Dataset entries
↓
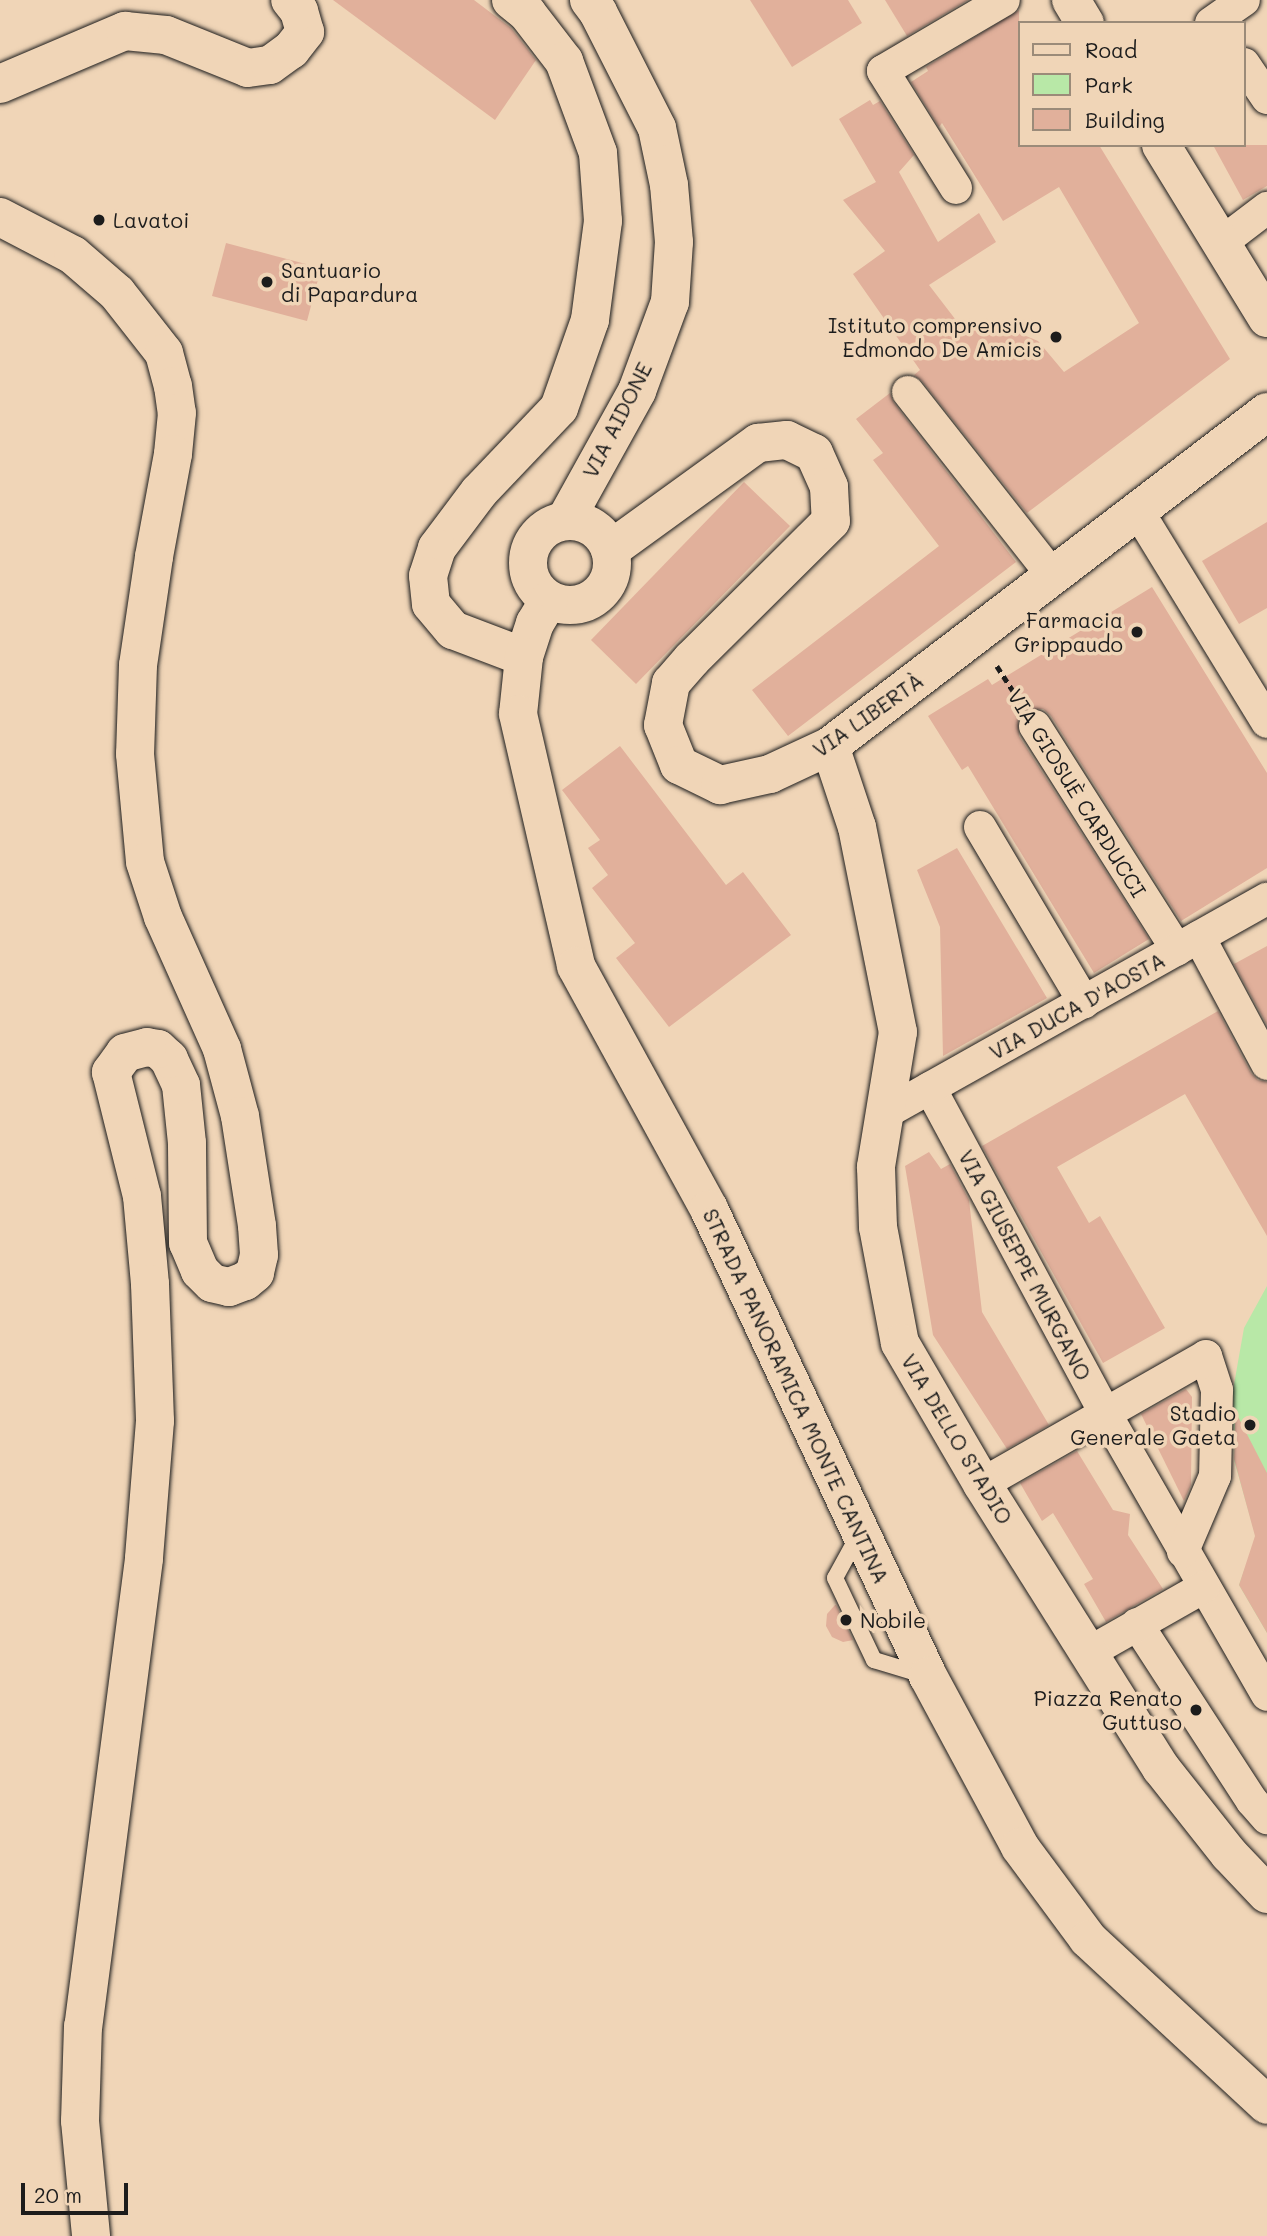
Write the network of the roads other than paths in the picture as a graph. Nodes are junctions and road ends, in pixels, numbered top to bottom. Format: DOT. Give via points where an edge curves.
graph roads {
  1 [pos="290,0"];
  2 [pos="511,0"];
  3 [pos="589,0"];
  4 [pos="1004,0"];
  5 [pos="1071,0"];
  6 [pos="1244,0"];
  7 [pos="1084,21"];
  8 [pos="1215,21"];
  9 [pos="1246,67"];
  10 [pos="0,84"];
  11 [pos="1267,98"];
  12 [pos="1162,147"];
  13 [pos="956,188"];
  14 [pos="1267,208"];
  15 [pos="0,217"];
  16 [pos="1221,243"];
  17 [pos="1267,318"];
  18 [pos="908,392"];
  19 [pos="1267,412"];
  20 [pos="1139,513"];
  21 [pos="565,521"];
  22 [pos="610,550"];
  23 [pos="1054,576"];
  24 [pos="549,600"];
  25 [pos="524,657"];
  26 [pos="1267,722"];
  27 [pos="1035,726"];
  28 [pos="830,746"];
  29 [pos="980,827"];
  30 [pos="1267,899"];
  31 [pos="1188,944"];
  32 [pos="1084,1002"];
  33 [pos="1267,1064"];
  34 [pos="930,1088"];
  35 [pos="887,1112"];
  36 [pos="1105,1413"];
  37 [pos="982,1484"];
  38 [pos="1183,1551"];
  39 [pos="1204,1587"];
  40 [pos="1138,1624"];
  41 [pos="1088,1653"];
  42 [pos="1267,1695"];
  43 [pos="1267,1818"];
  44 [pos="1267,1894"];
  45 [pos="1267,2105"];
  46 [pos="91,2236"];
  1 -- 10 [label="street" via="305,32 270,65 248,68 166,35 125,31"];
  2 -- 25 [label="street" via="527,13 564,61 598,153 603,220 590,320 559,408 480,492 437,548 428,576 431,604 453,630"];
  3 -- 21 [label="street, VIA AIDONE" via="657,128 674,242 670,302 637,391"];
  4 -- 13 [label="street" via="883,71"];
  5 -- 7 [label="street"];
  6 -- 8 [label="street"];
  9 -- 11 [label="street"];
  12 -- 16 [label="street"];
  14 -- 16 [label="street"];
  15 -- 46 [label="street" via="74,255 117,293 164,353 173,386 177,413 173,454 138,665 135,754 145,862 163,917 222,1049 240,1116 258,1245 255,1273 245,1281 229,1286 212,1283 200,1271 188,1244 181,1085 169,1059 158,1049 147,1046 125,1053 111,1072 142,1196 155,1421 144,1559 83,2026 80,2121"];
  16 -- 17 [label="street"];
  18 -- 23 [label="street"];
  19 -- 20 [label="street, VIA LIBERTÀ"];
  20 -- 23 [label="street, VIA LIBERTÀ"];
  20 -- 26 [label="street"];
  21 -- 22 [label="street" via="597,531"];
  21 -- 24 [label="street" via="541,532 528,555 531,581"];
  22 -- 24 [label="street" via="610,575 596,596 573,605"];
  22 -- 28 [label="street, VIA LIBERTÀ" via="758,443 787,440 814,453 829,487 831,521 671,683 663,725 679,765 720,785 771,774"];
  23 -- 28 [label="street, VIA LIBERTÀ"];
  24 -- 25 [label="street, STRADA PANORAMICA MONTE CANTINA" via="535,623"];
  25 -- 45 [label="street, STRADA PANORAMICA MONTE CANTINA" via="518,714 576,966 709,1209 928,1676 1020,1847 1088,1939"];
  27 -- 31 [label="street, VIA GIOSUÈ CARDUCCI"];
  28 -- 35 [label="street, VIA DELLO STADIO" via="857,827 898,1032"];
  29 -- 32 [label="street"];
  30 -- 31 [label="street, VIA DUCA D'AOSTA"];
  31 -- 32 [label="street, VIA DUCA D'AOSTA"];
  31 -- 33 [label="street, VIA GIOSUÈ CARDUCCI"];
  32 -- 34 [label="street, VIA DUCA D'AOSTA"];
  34 -- 35 [label="street, VIA DUCA D'AOSTA"];
  34 -- 36 [label="street, VIA GIUSEPPE MURGANO"];
  35 -- 37 [label="street, VIA DELLO STADIO" via="876,1167 878,1227 900,1343"];
  36 -- 37 [label="street"];
  36 -- 38 [label="street, VIA GIUSEPPE MURGANO"];
  36 -- 38 [label="street" via="1206,1356 1217,1390 1215,1476"];
  37 -- 41 [label="street, VIA DELLO STADIO"];
  38 -- 39 [label="street, VIA GIUSEPPE MURGANO"];
  39 -- 40 [label="street"];
  39 -- 42 [label="street, VIA GIUSEPPE MURGANO"];
  40 -- 41 [label="street"];
  40 -- 43 [label="street"];
  41 -- 44 [label="street, VIA DELLO STADIO" via="1161,1768 1228,1854"];
}
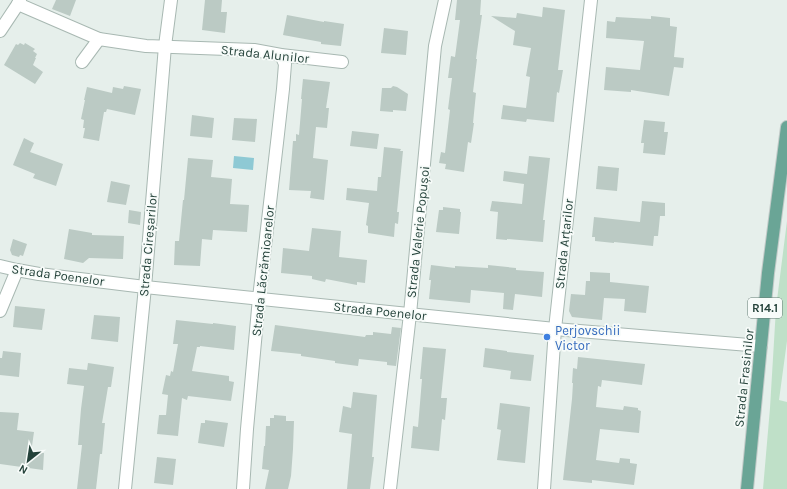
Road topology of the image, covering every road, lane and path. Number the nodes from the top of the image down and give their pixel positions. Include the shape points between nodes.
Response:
1 (171, 0) edge
2 (445, 0) edge
3 (591, 0) edge
4 (19, 2) edge
5 (0, 31) edge
6 (99, 39) junction
7 (165, 46) junction
8 (281, 55) junction
9 (82, 62) dead end
10 (342, 62) dead end
11 (787, 127) edge
12 (0, 266) edge
13 (17, 270) junction
14 (145, 287) junction
15 (259, 298) junction
16 (0, 310) edge
17 (410, 314) junction
18 (555, 329) junction
19 (761, 346) junction
20 (125, 489) edge
21 (243, 489) edge
22 (390, 489) edge
23 (544, 489) edge
24 (747, 489) edge

1 - 7 street, Strada Cireșarilor
2 - 17 street, Strada Valerie Popușoi via 435,46
3 - 18 street, Strada Arțarilor
4 - 5 street
4 - 6 street, Strada Alunilor
6 - 7 street, Strada Alunilor via 140,46
6 - 9 street
7 - 8 street, Strada Alunilor via 254,50
7 - 14 street, Strada Cireșarilor
8 - 10 street, Strada Alunilor
8 - 15 street, Strada Lăcrămioarelor via 285,64 283,89
11 - 19 main road, Strada Frasinilor / R14.1
12 - 13 street, Strada Poenelor
13 - 14 street, Strada Poenelor
13 - 16 street
14 - 15 street, Strada Poenelor
14 - 20 street, Strada Cireșarilor
15 - 17 street, Strada Poenelor
15 - 21 street, Strada Lăcrămioarelor
17 - 18 street, Strada Poenelor
17 - 22 street, Strada Valerie Popușoi
18 - 19 street, Strada Poenelor
18 - 23 street, Strada Arțarilor
19 - 24 main road, Strada Frasinilor / R14.1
↑
Every line of the data above should be repeated exactly. Omit the pictures.

Write the network of the roads other than paths in the picture as a graph. Nodes are junctions and road ends, in pixels, numbered top to bottom. Format: DOT. Give via points where an edge curves.
graph roads {
  1 [pos="290,0"];
  2 [pos="511,0"];
  3 [pos="589,0"];
  4 [pos="1004,0"];
  5 [pos="1071,0"];
  6 [pos="1244,0"];
  7 [pos="1084,21"];
  8 [pos="1215,21"];
  9 [pos="1246,67"];
  10 [pos="0,84"];
  11 [pos="1267,98"];
  12 [pos="1162,147"];
  13 [pos="956,188"];
  14 [pos="1267,208"];
  15 [pos="0,217"];
  16 [pos="1221,243"];
  17 [pos="1267,318"];
  18 [pos="908,392"];
  19 [pos="1267,412"];
  20 [pos="1139,513"];
  21 [pos="565,521"];
  22 [pos="610,550"];
  23 [pos="1054,576"];
  24 [pos="549,600"];
  25 [pos="524,657"];
  26 [pos="1267,722"];
  27 [pos="1035,726"];
  28 [pos="830,746"];
  29 [pos="980,827"];
  30 [pos="1267,899"];
  31 [pos="1188,944"];
  32 [pos="1084,1002"];
  33 [pos="1267,1064"];
  34 [pos="930,1088"];
  35 [pos="887,1112"];
  36 [pos="1105,1413"];
  37 [pos="982,1484"];
  38 [pos="1183,1551"];
  39 [pos="1204,1587"];
  40 [pos="1138,1624"];
  41 [pos="1088,1653"];
  42 [pos="1267,1695"];
  43 [pos="1267,1818"];
  44 [pos="1267,1894"];
  45 [pos="1267,2105"];
  46 [pos="91,2236"];
  1 -- 10 [label="street" via="305,32 270,65 248,68 166,35 125,31"];
  2 -- 25 [label="street" via="527,13 564,61 598,153 603,220 590,320 559,408 480,492 437,548 428,576 431,604 453,630"];
  3 -- 21 [label="street, VIA AIDONE" via="657,128 674,242 670,302 637,391"];
  4 -- 13 [label="street" via="883,71"];
  5 -- 7 [label="street"];
  6 -- 8 [label="street"];
  9 -- 11 [label="street"];
  12 -- 16 [label="street"];
  14 -- 16 [label="street"];
  15 -- 46 [label="street" via="74,255 117,293 164,353 173,386 177,413 173,454 138,665 135,754 145,862 163,917 222,1049 240,1116 258,1245 255,1273 245,1281 229,1286 212,1283 200,1271 188,1244 181,1085 169,1059 158,1049 147,1046 125,1053 111,1072 142,1196 155,1421 144,1559 83,2026 80,2121"];
  16 -- 17 [label="street"];
  18 -- 23 [label="street"];
  19 -- 20 [label="street, VIA LIBERTÀ"];
  20 -- 23 [label="street, VIA LIBERTÀ"];
  20 -- 26 [label="street"];
  21 -- 22 [label="street" via="597,531"];
  21 -- 24 [label="street" via="541,532 528,555 531,581"];
  22 -- 24 [label="street" via="610,575 596,596 573,605"];
  22 -- 28 [label="street, VIA LIBERTÀ" via="758,443 787,440 814,453 829,487 831,521 671,683 663,725 679,765 720,785 771,774"];
  23 -- 28 [label="street, VIA LIBERTÀ"];
  24 -- 25 [label="street, STRADA PANORAMICA MONTE CANTINA" via="535,623"];
  25 -- 45 [label="street, STRADA PANORAMICA MONTE CANTINA" via="518,714 576,966 709,1209 928,1676 1020,1847 1088,1939"];
  27 -- 31 [label="street, VIA GIOSUÈ CARDUCCI"];
  28 -- 35 [label="street, VIA DELLO STADIO" via="857,827 898,1032"];
  29 -- 32 [label="street"];
  30 -- 31 [label="street, VIA DUCA D'AOSTA"];
  31 -- 32 [label="street, VIA DUCA D'AOSTA"];
  31 -- 33 [label="street, VIA GIOSUÈ CARDUCCI"];
  32 -- 34 [label="street, VIA DUCA D'AOSTA"];
  34 -- 35 [label="street, VIA DUCA D'AOSTA"];
  34 -- 36 [label="street, VIA GIUSEPPE MURGANO"];
  35 -- 37 [label="street, VIA DELLO STADIO" via="876,1167 878,1227 900,1343"];
  36 -- 37 [label="street"];
  36 -- 38 [label="street, VIA GIUSEPPE MURGANO"];
  36 -- 38 [label="street" via="1206,1356 1217,1390 1215,1476"];
  37 -- 41 [label="street, VIA DELLO STADIO"];
  38 -- 39 [label="street, VIA GIUSEPPE MURGANO"];
  39 -- 40 [label="street"];
  39 -- 42 [label="street, VIA GIUSEPPE MURGANO"];
  40 -- 41 [label="street"];
  40 -- 43 [label="street"];
  41 -- 44 [label="street, VIA DELLO STADIO" via="1161,1768 1228,1854"];
}
Road topology of the image, covering every road, lane and path. Number the nodes from the top of the image down and give their pixel positions. Include the shape points between nodes.
Response:
1 (171, 0) edge
2 (445, 0) edge
3 (591, 0) edge
4 (19, 2) edge
5 (0, 31) edge
6 (99, 39) junction
7 (165, 46) junction
8 (281, 55) junction
9 (82, 62) dead end
10 (342, 62) dead end
11 (787, 127) edge
12 (0, 266) edge
13 (17, 270) junction
14 (145, 287) junction
15 (259, 298) junction
16 (0, 310) edge
17 (410, 314) junction
18 (555, 329) junction
19 (761, 346) junction
20 (125, 489) edge
21 (243, 489) edge
22 (390, 489) edge
23 (544, 489) edge
24 (747, 489) edge

1 - 7 street, Strada Cireșarilor
2 - 17 street, Strada Valerie Popușoi via 435,46
3 - 18 street, Strada Arțarilor
4 - 5 street
4 - 6 street, Strada Alunilor
6 - 7 street, Strada Alunilor via 140,46
6 - 9 street
7 - 8 street, Strada Alunilor via 254,50
7 - 14 street, Strada Cireșarilor
8 - 10 street, Strada Alunilor
8 - 15 street, Strada Lăcrămioarelor via 285,64 283,89
11 - 19 main road, Strada Frasinilor / R14.1
12 - 13 street, Strada Poenelor
13 - 14 street, Strada Poenelor
13 - 16 street
14 - 15 street, Strada Poenelor
14 - 20 street, Strada Cireșarilor
15 - 17 street, Strada Poenelor
15 - 21 street, Strada Lăcrămioarelor
17 - 18 street, Strada Poenelor
17 - 22 street, Strada Valerie Popușoi
18 - 19 street, Strada Poenelor
18 - 23 street, Strada Arțarilor
19 - 24 main road, Strada Frasinilor / R14.1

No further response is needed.